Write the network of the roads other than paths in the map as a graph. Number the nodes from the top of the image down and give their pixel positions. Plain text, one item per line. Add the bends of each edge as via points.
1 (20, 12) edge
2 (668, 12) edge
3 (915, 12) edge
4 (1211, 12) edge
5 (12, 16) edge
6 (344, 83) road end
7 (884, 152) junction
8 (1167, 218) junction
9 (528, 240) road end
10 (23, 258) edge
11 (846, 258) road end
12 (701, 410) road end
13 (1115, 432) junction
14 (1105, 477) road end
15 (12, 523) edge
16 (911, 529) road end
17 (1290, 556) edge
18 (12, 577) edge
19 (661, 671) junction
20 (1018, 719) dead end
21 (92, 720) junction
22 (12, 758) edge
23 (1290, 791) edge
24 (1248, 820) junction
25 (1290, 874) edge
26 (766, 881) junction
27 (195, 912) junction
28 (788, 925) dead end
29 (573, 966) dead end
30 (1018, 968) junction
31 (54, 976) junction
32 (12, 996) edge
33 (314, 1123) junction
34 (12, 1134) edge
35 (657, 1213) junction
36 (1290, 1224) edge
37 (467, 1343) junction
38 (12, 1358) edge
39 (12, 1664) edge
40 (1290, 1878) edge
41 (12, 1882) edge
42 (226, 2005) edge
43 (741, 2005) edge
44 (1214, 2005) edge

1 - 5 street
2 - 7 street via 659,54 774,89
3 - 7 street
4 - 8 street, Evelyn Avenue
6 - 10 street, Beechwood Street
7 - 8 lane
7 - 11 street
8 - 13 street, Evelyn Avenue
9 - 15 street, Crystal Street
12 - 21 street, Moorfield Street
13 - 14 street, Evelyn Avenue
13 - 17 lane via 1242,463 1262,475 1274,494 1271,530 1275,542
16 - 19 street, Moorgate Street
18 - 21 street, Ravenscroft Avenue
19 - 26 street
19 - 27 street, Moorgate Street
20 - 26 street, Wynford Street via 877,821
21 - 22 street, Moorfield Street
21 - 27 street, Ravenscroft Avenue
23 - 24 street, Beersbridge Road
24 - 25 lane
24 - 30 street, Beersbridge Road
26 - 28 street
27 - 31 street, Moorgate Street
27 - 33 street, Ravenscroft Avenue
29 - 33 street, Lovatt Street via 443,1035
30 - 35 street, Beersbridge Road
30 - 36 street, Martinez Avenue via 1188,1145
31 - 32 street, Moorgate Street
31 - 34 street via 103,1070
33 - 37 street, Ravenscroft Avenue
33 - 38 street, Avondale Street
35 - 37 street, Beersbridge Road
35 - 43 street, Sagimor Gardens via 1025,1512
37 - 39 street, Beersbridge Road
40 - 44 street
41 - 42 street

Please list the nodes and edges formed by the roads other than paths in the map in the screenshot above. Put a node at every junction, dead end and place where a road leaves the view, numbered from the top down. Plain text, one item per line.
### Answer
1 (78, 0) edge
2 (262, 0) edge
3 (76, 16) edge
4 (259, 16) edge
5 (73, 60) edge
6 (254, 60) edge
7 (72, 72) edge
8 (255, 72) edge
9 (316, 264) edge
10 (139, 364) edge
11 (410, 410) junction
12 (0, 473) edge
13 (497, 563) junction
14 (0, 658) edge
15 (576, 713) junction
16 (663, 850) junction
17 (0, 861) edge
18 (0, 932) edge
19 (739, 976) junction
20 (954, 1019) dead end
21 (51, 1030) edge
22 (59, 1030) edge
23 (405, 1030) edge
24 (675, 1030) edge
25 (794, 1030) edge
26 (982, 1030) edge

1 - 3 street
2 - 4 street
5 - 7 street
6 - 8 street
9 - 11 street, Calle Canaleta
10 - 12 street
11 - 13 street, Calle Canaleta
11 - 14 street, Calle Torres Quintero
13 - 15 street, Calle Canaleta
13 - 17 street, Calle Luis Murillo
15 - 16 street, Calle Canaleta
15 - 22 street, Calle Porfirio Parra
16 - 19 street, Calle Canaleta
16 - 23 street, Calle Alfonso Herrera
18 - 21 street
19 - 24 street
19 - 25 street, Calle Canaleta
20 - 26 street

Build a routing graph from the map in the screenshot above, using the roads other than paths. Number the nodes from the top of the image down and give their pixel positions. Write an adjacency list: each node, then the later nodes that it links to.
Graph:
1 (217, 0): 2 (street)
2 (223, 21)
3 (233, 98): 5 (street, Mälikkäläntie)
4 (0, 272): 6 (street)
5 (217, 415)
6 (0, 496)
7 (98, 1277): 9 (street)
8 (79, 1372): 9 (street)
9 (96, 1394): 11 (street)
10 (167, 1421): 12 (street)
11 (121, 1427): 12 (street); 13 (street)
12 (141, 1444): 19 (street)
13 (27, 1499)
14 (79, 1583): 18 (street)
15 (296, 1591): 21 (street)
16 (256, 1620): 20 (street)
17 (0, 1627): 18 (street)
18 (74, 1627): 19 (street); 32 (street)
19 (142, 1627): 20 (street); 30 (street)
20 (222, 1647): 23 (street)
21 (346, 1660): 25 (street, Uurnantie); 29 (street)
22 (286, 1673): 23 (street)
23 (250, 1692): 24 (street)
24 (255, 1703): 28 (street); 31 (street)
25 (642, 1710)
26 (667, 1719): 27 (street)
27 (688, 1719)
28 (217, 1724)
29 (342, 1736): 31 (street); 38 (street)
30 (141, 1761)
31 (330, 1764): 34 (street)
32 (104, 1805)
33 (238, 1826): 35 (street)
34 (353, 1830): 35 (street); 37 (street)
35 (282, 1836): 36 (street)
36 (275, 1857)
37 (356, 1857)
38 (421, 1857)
▬▬▬▬▬▬
--- Activity ---
Lines with the word "pixel": copy each one from the data above.

--- Output ---
Write the network of the roads other than paths in the map as a graph. Number the nodes from the top of the image down and give their pixel positions. Plain text, one item per line. Add the bends of each edge as via points.
Build a routing graph from the map in the screenshot above, using the roads other than paths. Number the nodes from the top of the image down and give their pixel positions. Write an adjacency list: each node, then the later nodes that it links to.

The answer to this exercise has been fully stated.